É de notório conhecimento que Tony nunca gozou do mesmo prestígio no cinema americano que o irmão Ridley Scott e sempre viveu à sombra deste. Mesmo sem realizar nenhuma obra-prima na carreira, Tony, pelo menos, manteve uma carreira que eu considero mais regular que o irmão.

“MÁQUINA MORTÍFERA” ENCONTRA “DURO DE MATAR”

Errou menos, fez filmes ruins em menor escala e quando acertou fez ótimos como “Fome de Viver”, “Maré Vermelha” e “Amor à Queima Roupa”. Considero “Vingança”, “Estranha Obsessão”, “Deja Vu” trabalhos simpáticos e muito superiores a qualquer coisa que Hollywood vem produzindo hoje. Foi um diretor que mesmo dentro do segmento pasteurizado industrial, soube imprimir momentos de autoralidade no blockbuster americano.

Ao rever “O Último Boy Scout” tive o sentimento de ter redescoberto outro produto divertidíssimo de Tony na ação e, sem dúvida, um dos seus trabalhos mais subestimados na carreira, apesar de todos os problemas de bastidores que ele teve que enfrentar.

Produzido no início da década de 90, “Boy Scout” é uma variação entre os clássicos “Máquina Mortífera” e “Duro de Matar”, sustentado por doses cavalares do que existia de melhor e pior dos anos 90, proporcionando, em linhas gerais, uma diversão descompromissada de primeira qualidade.

Bruce Willis faz o detetive particular Joe Hallenback cuja testemunha (Halle Berry) que o contratou para protegê-la é assassinada misteriosamente.

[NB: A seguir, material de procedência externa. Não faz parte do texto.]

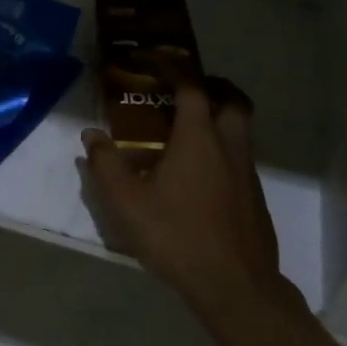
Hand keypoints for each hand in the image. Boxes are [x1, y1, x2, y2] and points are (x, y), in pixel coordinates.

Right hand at [81, 77, 287, 318]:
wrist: (235, 287)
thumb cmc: (176, 235)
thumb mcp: (126, 202)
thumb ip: (105, 165)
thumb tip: (92, 135)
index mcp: (199, 137)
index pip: (190, 86)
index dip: (173, 67)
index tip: (153, 58)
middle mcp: (229, 146)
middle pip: (232, 100)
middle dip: (212, 87)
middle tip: (184, 92)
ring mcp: (247, 173)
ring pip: (240, 130)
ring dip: (219, 119)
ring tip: (185, 134)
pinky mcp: (255, 200)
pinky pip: (240, 159)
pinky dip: (222, 151)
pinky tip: (197, 178)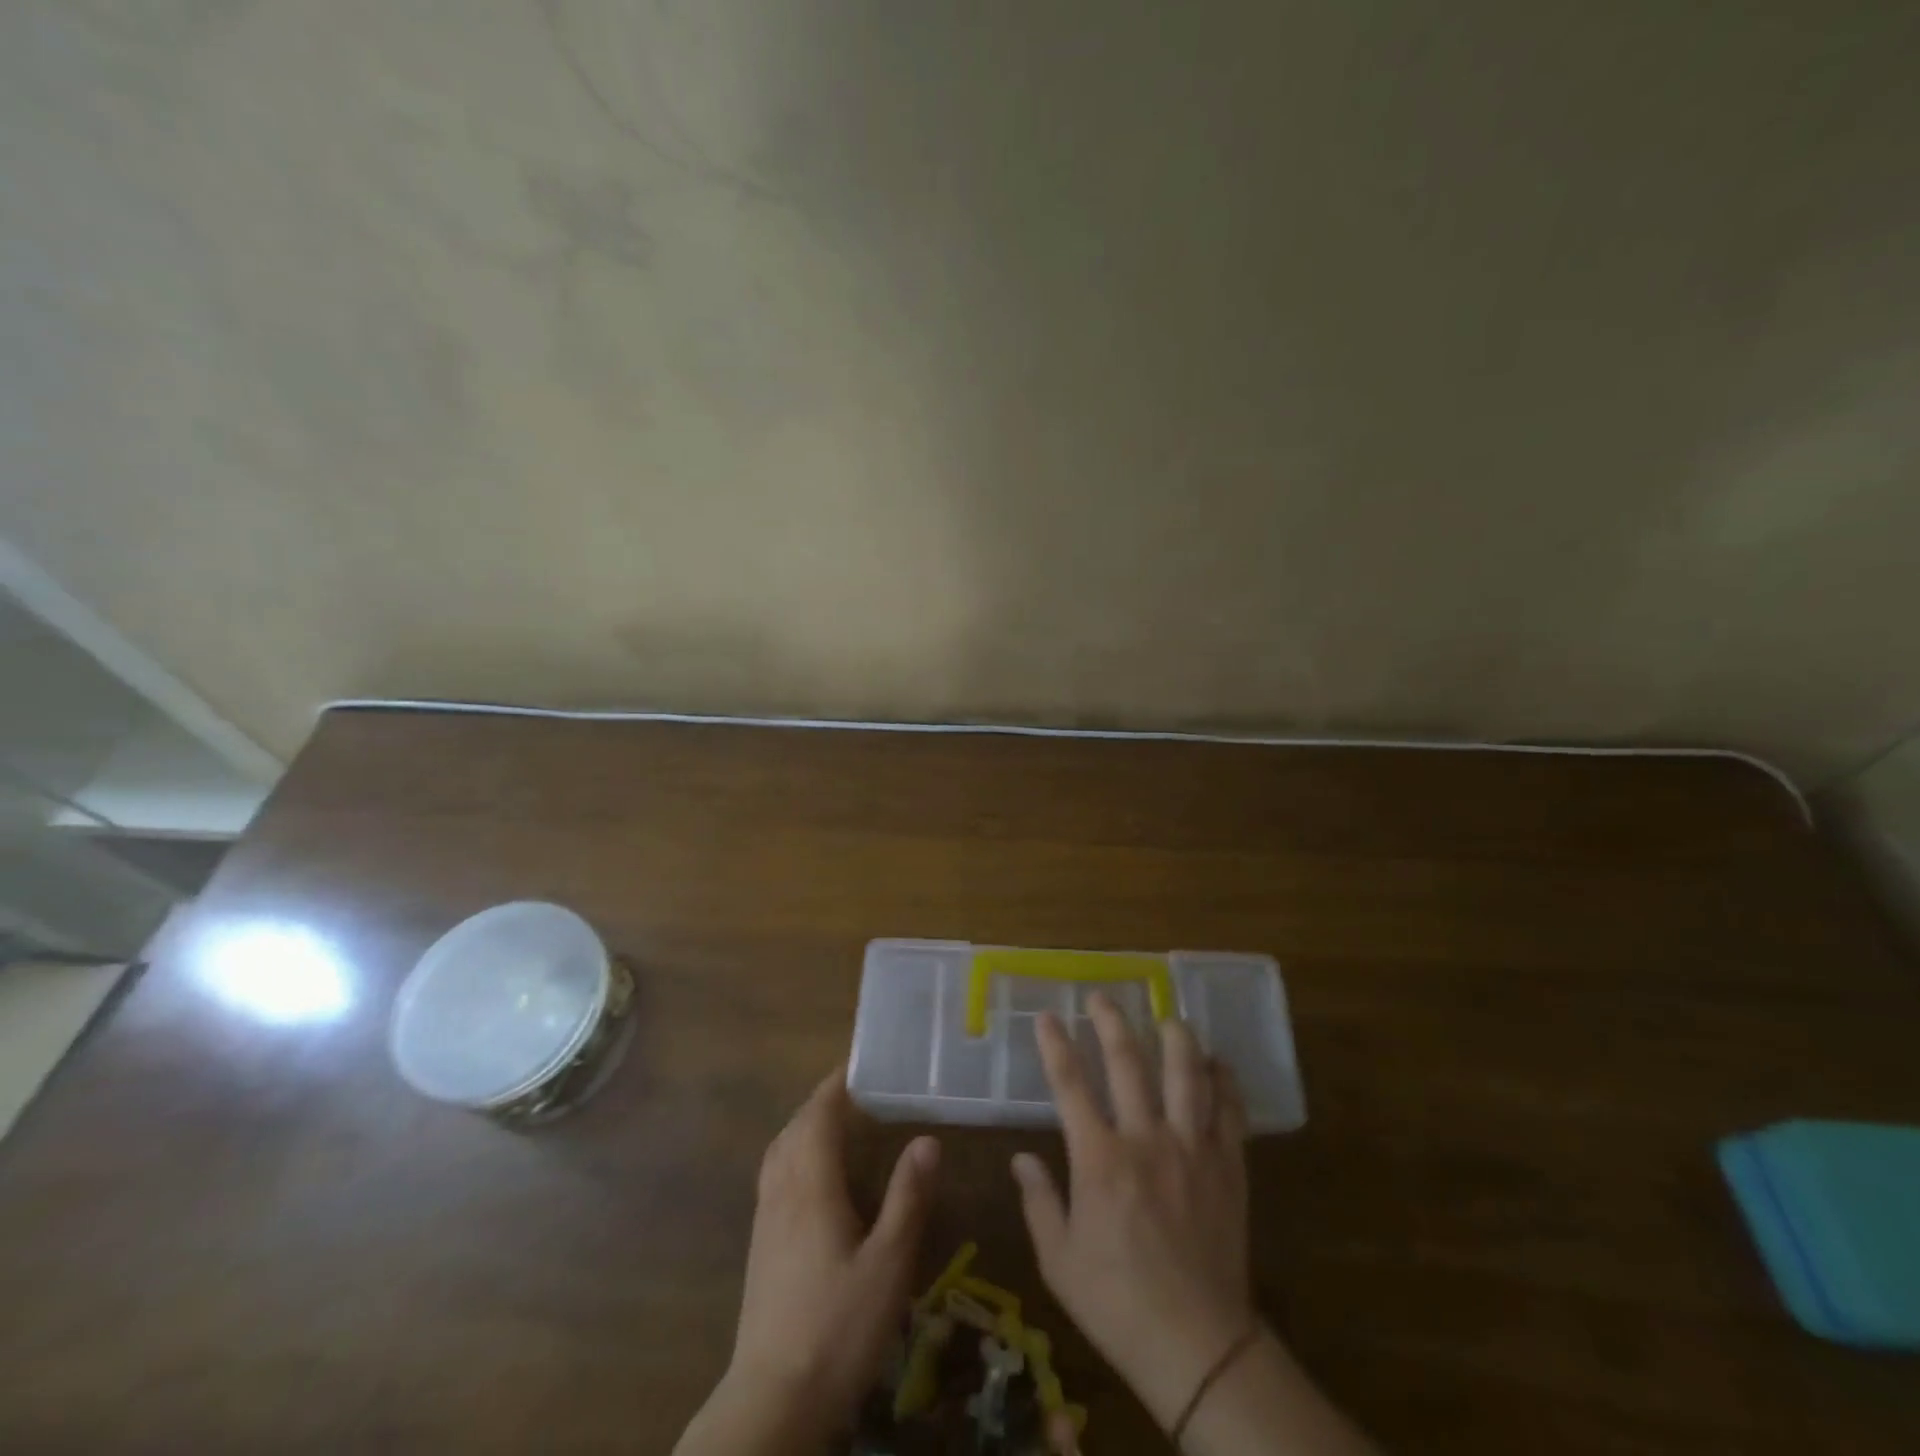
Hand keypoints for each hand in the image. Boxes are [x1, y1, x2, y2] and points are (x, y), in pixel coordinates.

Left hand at [678, 1070, 939, 1453]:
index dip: (836, 1085)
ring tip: (836, 1124)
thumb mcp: (888, 1264)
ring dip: (804, 1127)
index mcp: (810, 1186)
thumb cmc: (837, 1328)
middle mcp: (781, 1192)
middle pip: (794, 1128)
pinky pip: (775, 1177)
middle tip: (857, 1092)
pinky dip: (794, 1156)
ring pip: (779, 1153)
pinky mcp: (760, 1248)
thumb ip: (907, 1197)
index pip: (817, 1115)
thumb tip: (926, 1138)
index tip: (859, 1064)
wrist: (773, 1402)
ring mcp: (765, 1221)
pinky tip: (814, 1180)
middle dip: (821, 1102)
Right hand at [1011, 994, 1255, 1429]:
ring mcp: (1192, 1149)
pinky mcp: (1228, 1166)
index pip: (1070, 1084)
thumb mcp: (1059, 1260)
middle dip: (1110, 1022)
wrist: (1198, 1346)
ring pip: (1186, 1074)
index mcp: (1099, 1159)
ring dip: (1175, 1037)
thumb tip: (1021, 1157)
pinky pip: (1229, 1111)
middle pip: (1127, 1062)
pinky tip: (1217, 1063)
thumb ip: (1038, 1201)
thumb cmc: (1117, 1303)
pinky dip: (1224, 1081)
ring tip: (1166, 1016)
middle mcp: (1146, 1139)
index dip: (1056, 1045)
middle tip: (1101, 996)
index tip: (1048, 1016)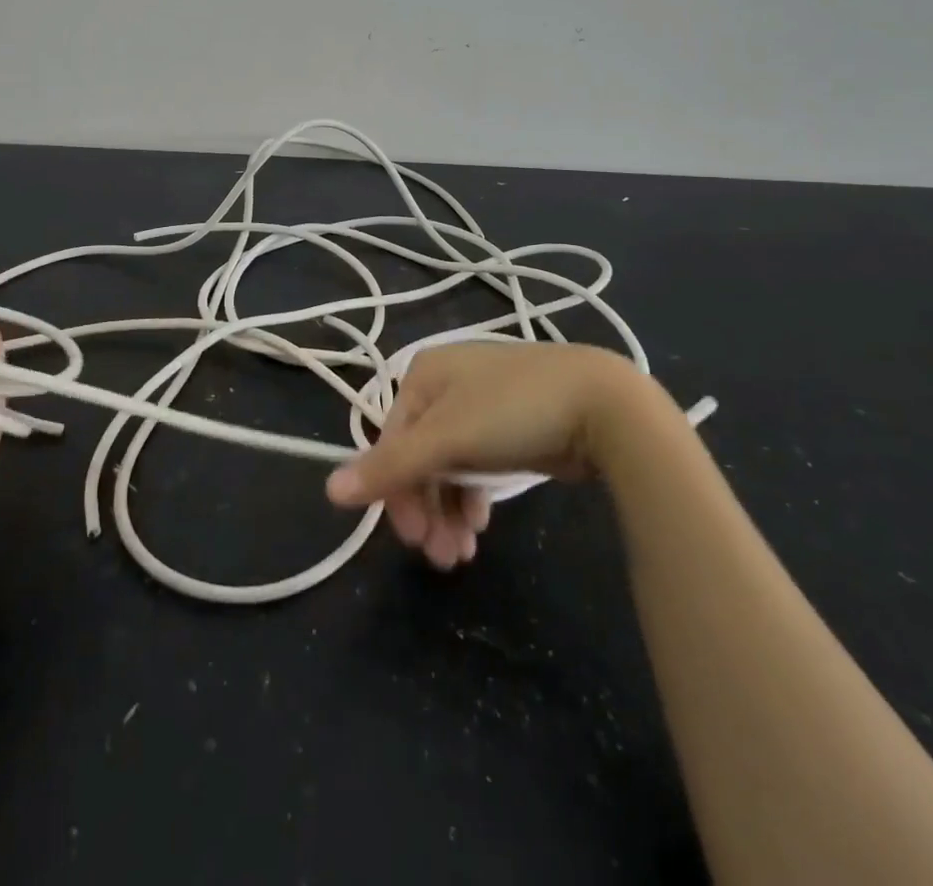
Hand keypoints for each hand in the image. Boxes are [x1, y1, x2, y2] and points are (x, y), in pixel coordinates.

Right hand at [324, 342, 661, 569]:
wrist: (604, 405)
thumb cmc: (513, 411)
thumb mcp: (448, 438)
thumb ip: (390, 467)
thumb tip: (329, 491)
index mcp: (423, 374)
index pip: (392, 440)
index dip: (396, 492)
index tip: (413, 538)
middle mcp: (446, 386)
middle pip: (419, 457)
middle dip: (427, 509)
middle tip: (442, 557)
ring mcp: (480, 406)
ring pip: (448, 466)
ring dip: (448, 511)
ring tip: (461, 553)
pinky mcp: (510, 428)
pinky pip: (476, 467)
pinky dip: (472, 498)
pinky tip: (480, 525)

Sem que a polícia dê importância ao caso, ele se une a um ex-jogador futebol americano (Marlon Wayans), namorado da garota, para investigarem juntos os motivos do crime e que envolve uma grande conspiração entre políticos e empresários do futebol americano.

SANDICE FÍLMICA

Não vou negar que dentro do cinema de ação/policial dos anos 90, o longa-metragem de Scott merecia ser colocado em um pedestal pela maneira insana que ele percorre o cinema neo-noir ao exploitation (a violência gangrena nas imagens dentro do filme) alinhado ao “buddy movie”. A relação entre Willis e Wayans, transita muito bem na comédia corrosiva, revestindo estes elementos com uma estética experimental que se revela em cada segmento do trabalho, fascinante.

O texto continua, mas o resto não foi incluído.